After Coach told me this story, I looked at him and smiled. “That was exactly what I was praying for!"

1 John 5:14-15
"This is the confidence we have in approaching God: that if we ask anything according to his will, he hears us. And if we know that he hears us—whatever we ask—we know that we have what we asked of him."

Gift #2

Later the same day, I had a student be indirectly defiant in my class, where he was playing dumb about following instructions and overall having a hard time focusing in class. I tried to talk to him afterwards, but he refused to make eye contact, and I’m sure that there must have been an i-don’t-care-and-don’t-want-to-listen broken record playing in his head. So I decided we would walk to the next class together, since it was upstairs, and it would give us some time to talk and give him a transition time to let go of his negative attitude.

We stopped midway through the hallway, and I made very clear to him that these skills of listening and following instructions were skills he would need his whole life, not just in school. Then I prayed for him; I knew the words came from God, because I wasn’t sure when I started what I was going pray. But the words flowed, as I spoke truth over this student’s life, knowing especially that he was loved and cared for by a personal God. He had been avoiding eye contact with me up until this point. But when he looked up from the prayer, for one split second our eyes met, and I could tell he had tears in his eyes.

Something, really the great Someone had gotten through and, after many days of praying and thinking about this student, he was finally at a point where Love could make the first chisel blow into the walls he had built of trying to be the funny guy or misbehaving to get attention, protecting himself from the vulnerability of being the new student in a new country, feeling uncared for or unwanted. But I saw it.

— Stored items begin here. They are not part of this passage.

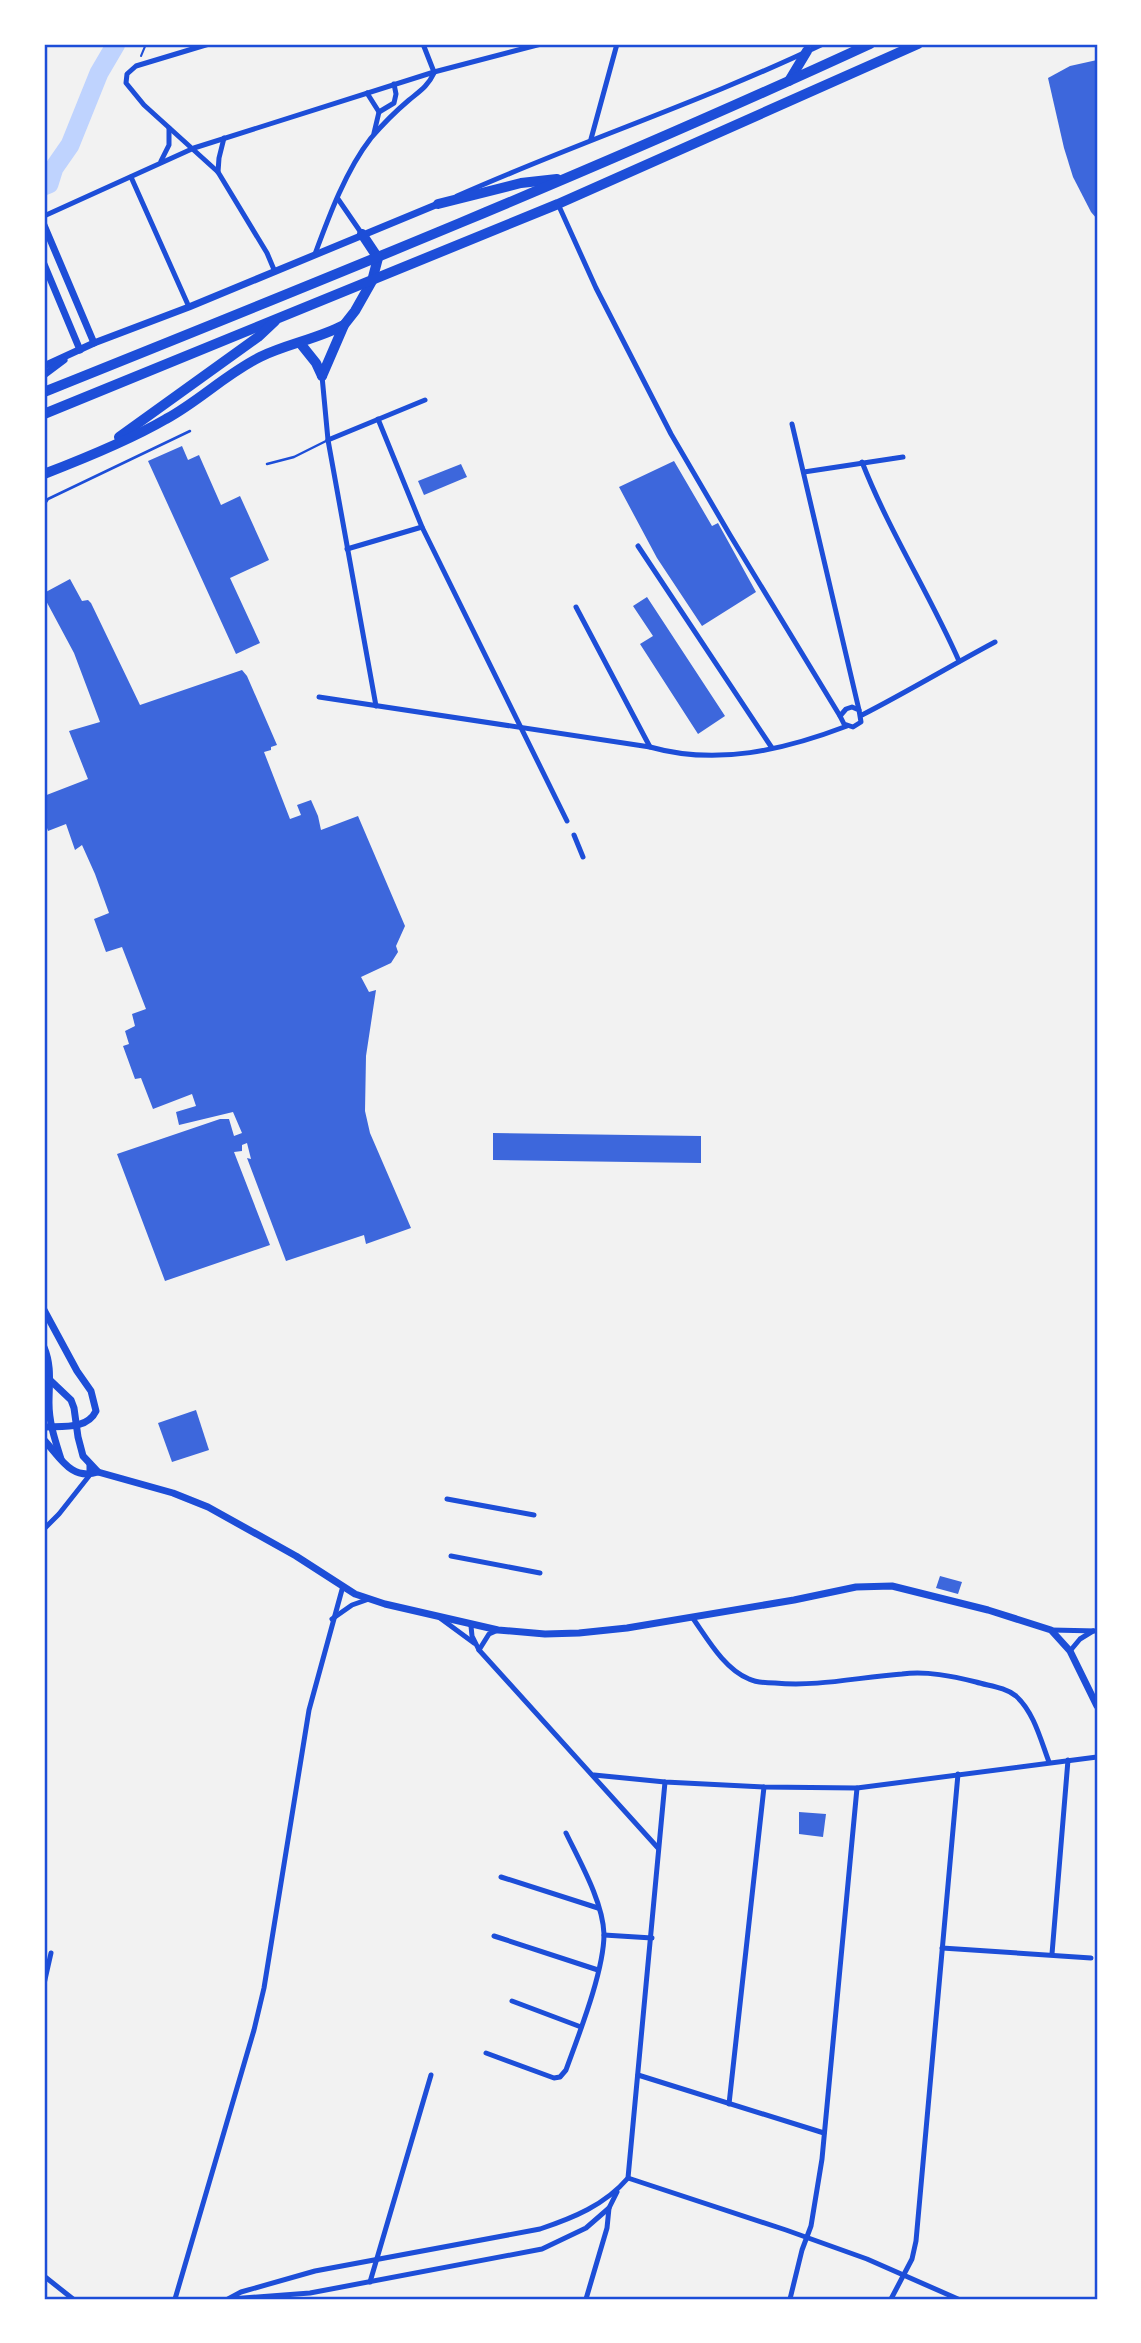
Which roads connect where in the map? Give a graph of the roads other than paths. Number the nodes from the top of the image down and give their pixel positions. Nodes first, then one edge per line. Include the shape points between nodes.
1 (209, 44) edge
2 (423, 44) edge
3 (541, 44) edge
4 (617, 44) edge
5 (823, 44) edge
6 (870, 44) edge
7 (918, 44) edge
8 (807, 51) junction
9 (434, 72) junction
10 (789, 81) junction
11 (394, 84) junction
12 (368, 93) junction
13 (394, 103) junction
14 (400, 109) junction
15 (379, 112) junction
16 (169, 128) junction
17 (373, 136) junction
18 (224, 138) junction
19 (591, 139) junction
20 (194, 148) junction
21 (159, 164) junction
22 (218, 172) junction
23 (131, 177) junction
24 (565, 179) junction
25 (338, 199) junction
26 (438, 204) junction
27 (558, 204) junction
28 (44, 216) edge
29 (44, 225) edge
30 (362, 234) junction
31 (315, 254) junction
32 (378, 258) junction
33 (44, 264) edge
34 (275, 272) junction
35 (372, 281) junction
36 (73, 292) junction
37 (58, 298) junction
38 (79, 307) junction
39 (189, 307) junction
40 (64, 313) junction
41 (278, 318) junction
42 (344, 325) junction
43 (300, 343) junction
44 (94, 344) junction
45 (80, 350) junction
46 (67, 357) junction
47 (44, 366) edge
48 (44, 375) edge
49 (322, 376) junction
50 (44, 392) edge
51 (425, 400) dead end
52 (44, 414) edge
53 (378, 419) junction
54 (792, 424) dead end
55 (190, 432) dead end
56 (328, 440) junction
57 (108, 446) junction
58 (903, 457) dead end
59 (862, 462) junction
60 (267, 464) dead end
61 (804, 472) junction
62 (44, 474) edge
63 (44, 505) edge
64 (422, 527) junction
65 (638, 546) dead end
66 (347, 549) junction
67 (576, 607) dead end
68 (995, 642) dead end
69 (959, 661) junction
70 (319, 697) dead end
71 (376, 706) junction
72 (860, 712) junction
73 (840, 716) junction
74 (847, 726) junction
75 (522, 728) junction
76 (650, 747) junction
77 (772, 748) junction
78 (567, 821) dead end
79 (574, 835) dead end
80 (583, 857) dead end
81 (44, 1310) edge
82 (44, 1347) edge
83 (48, 1380) edge
84 (77, 1426) junction
85 (48, 1427) edge
86 (44, 1440) edge
87 (61, 1459) junction
88 (89, 1465) junction
89 (98, 1472) junction
90 (89, 1475) junction
91 (447, 1499) dead end
92 (534, 1516) dead end
93 (44, 1529) edge
94 (451, 1556) dead end
95 (540, 1573) dead end
96 (343, 1586) junction
97 (369, 1599) junction
98 (692, 1617) junction
99 (440, 1618) junction
100 (332, 1619) junction
101 (471, 1626) junction
102 (498, 1630) junction
103 (1051, 1630) junction
104 (1095, 1631) edge
105 (475, 1644) junction
106 (480, 1650) junction
107 (1070, 1651) junction
108 (1097, 1706) edge
109 (1097, 1757) edge
110 (1068, 1760) junction
111 (1049, 1762) junction
112 (958, 1774) junction
113 (594, 1775) junction
114 (665, 1782) junction
115 (764, 1787) junction
116 (857, 1788) junction
117 (566, 1833) dead end
118 (658, 1848) junction
119 (501, 1877) dead end
120 (598, 1908) junction
121 (494, 1936) dead end
122 (604, 1936) junction
123 (652, 1938) junction
124 (942, 1948) junction
125 (51, 1953) dead end
126 (1052, 1954) junction
127 (1091, 1958) dead end
128 (598, 1970) junction
129 (44, 1984) edge
130 (512, 2001) dead end
131 (581, 2027) junction
132 (486, 2053) dead end
133 (431, 2075) dead end
134 (638, 2075) junction
135 (729, 2104) junction
136 (824, 2133) junction
137 (628, 2178) junction
138 (618, 2190) junction
139 (605, 2200) junction
140 (609, 2207) junction
141 (553, 2225) junction
142 (807, 2238) junction
143 (559, 2241) junction
144 (377, 2260) junction
145 (44, 2276) edge
146 (903, 2276) junction
147 (370, 2282) junction
148 (241, 2292) junction
149 (247, 2298) edge
150 (73, 2299) edge
151 (175, 2299) edge
152 (229, 2299) edge
153 (586, 2299) edge
154 (790, 2299) edge
155 (891, 2299) edge
156 (958, 2299) edge

1 - 16 street via 136,66 127,74 128,88
2 - 9 street
3 - 9 street
4 - 19 street
5 - 8 street
6 - 10 highway
7 - 27 highway
8 - 10 highway
8 - 19 street
9 - 11 street
9 - 14 street via 426,87
10 - 24 highway
11 - 12 street
11 - 13 street
12 - 15 street
12 - 18 street
13 - 14 street
13 - 15 street
14 - 17 street
15 - 17 street
16 - 20 street
16 - 21 street via 168,150
17 - 25 street
18 - 20 street
18 - 22 street
19 - 26 street
20 - 21 street
20 - 22 street
21 - 23 street
22 - 34 street
23 - 28 street
23 - 39 street
24 - 26 highway via 521,183
24 - 32 highway
25 - 30 street
25 - 31 street
26 - 30 main road
27 - 35 highway
27 - 73 street via 671,434
29 - 36 main road
30 - 31 main road
30 - 32 highway
31 - 34 main road
32 - 35 highway
32 - 50 highway
33 - 37 main road
34 - 39 main road
35 - 41 highway
35 - 42 highway
36 - 37 main road via 68,300
36 - 38 main road
37 - 40 main road
38 - 40 main road via 70,306
38 - 44 main road
39 - 44 main road
40 - 45 main road
41 - 52 highway
41 - 57 highway
42 - 43 highway
42 - 49 highway
43 - 49 highway
43 - 57 highway via 258,358 168,418
44 - 45 main road
45 - 46 main road
46 - 47 main road
46 - 48 main road
49 - 56 street
51 - 53 street
53 - 56 street
53 - 64 street
54 - 61 street
55 - 63 lane via 48,499
56 - 60 lane
56 - 66 street
57 - 62 highway
58 - 59 street
59 - 61 street
59 - 69 street
61 - 72 street
64 - 66 street
64 - 75 street
65 - 77 street
66 - 71 street
67 - 76 street
68 - 69 street
69 - 72 street via 908,692
70 - 71 street
71 - 75 street
72 - 73 street via 849,708
72 - 74 street via 859,724
73 - 74 street
74 - 77 street
75 - 76 street
75 - 78 street
76 - 77 street via 712,757
79 - 80 street
81 - 84 main road via 94,1400 94,1416
82 - 83 main road
83 - 84 main road via 71,1400
83 - 85 main road
84 - 85 main road
84 - 88 main road
85 - 87 main road
86 - 87 main road
87 - 90 main road via 72,1471
88 - 89 main road
88 - 90 street
89 - 90 main road
89 - 96 main road via 208,1507
90 - 93 street
91 - 92 street
94 - 95 street
96 - 97 main road
96 - 100 street
97 - 99 main road
97 - 100 street
98 - 102 main road via 579,1633
98 - 103 main road via 856,1587 892,1586
98 - 111 street via 723,1659 749,1679 789,1685 932,1674 1002,1689 1023,1705
99 - 101 main road
99 - 105 street
100 - 151 street via 310,1710 264,1988
101 - 102 main road
101 - 105 street
102 - 106 street via 489,1634
103 - 104 street
103 - 107 main road
104 - 107 street
105 - 106 street
106 - 113 street
107 - 108 main road
109 - 110 street
110 - 111 street
110 - 126 street
111 - 112 street
112 - 116 street
112 - 124 street
113 - 114 street
113 - 118 street
114 - 115 street
114 - 118 street
115 - 116 street
115 - 135 street
116 - 136 street
117 - 120 street
118 - 123 street
119 - 120 street
120 - 122 street
121 - 128 street
122 - 123 street
122 - 128 street
123 - 134 street
124 - 126 street
124 - 146 street via 916,2241
125 - 129 street
126 - 127 street
128 - 131 street
130 - 131 street
131 - 132 street via 560,2077
133 - 144 street
134 - 135 street
134 - 137 street
135 - 136 street
136 - 142 street
137 - 138 street
137 - 142 street
138 - 139 street
138 - 140 street
139 - 140 street
139 - 141 street
140 - 143 street via 586,2228
140 - 153 street
141 - 143 street
141 - 144 street
142 - 146 street
142 - 154 street
143 - 147 street via 542,2249
144 - 147 street
144 - 148 street
145 - 150 street
146 - 155 street
146 - 156 street
147 - 149 street
148 - 149 street
148 - 152 street
149 - 152 street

A tiny crack had begun at the top of that wall, starting to let in God’s Light and Truth, and I knew who held the chisel.

I walked the student back to class, as he rubbed his eyes and blinked away the water, trying to regain his tough guy composure.

His eyes were adjusting to the Light.

Philippians 1:6
"And I am convinced and sure of this very thing, that He Who began a good work in you will continue until the day of Jesus Christ [right up to the time of His return], developing [that good work] and perfecting and bringing it to full completion in you."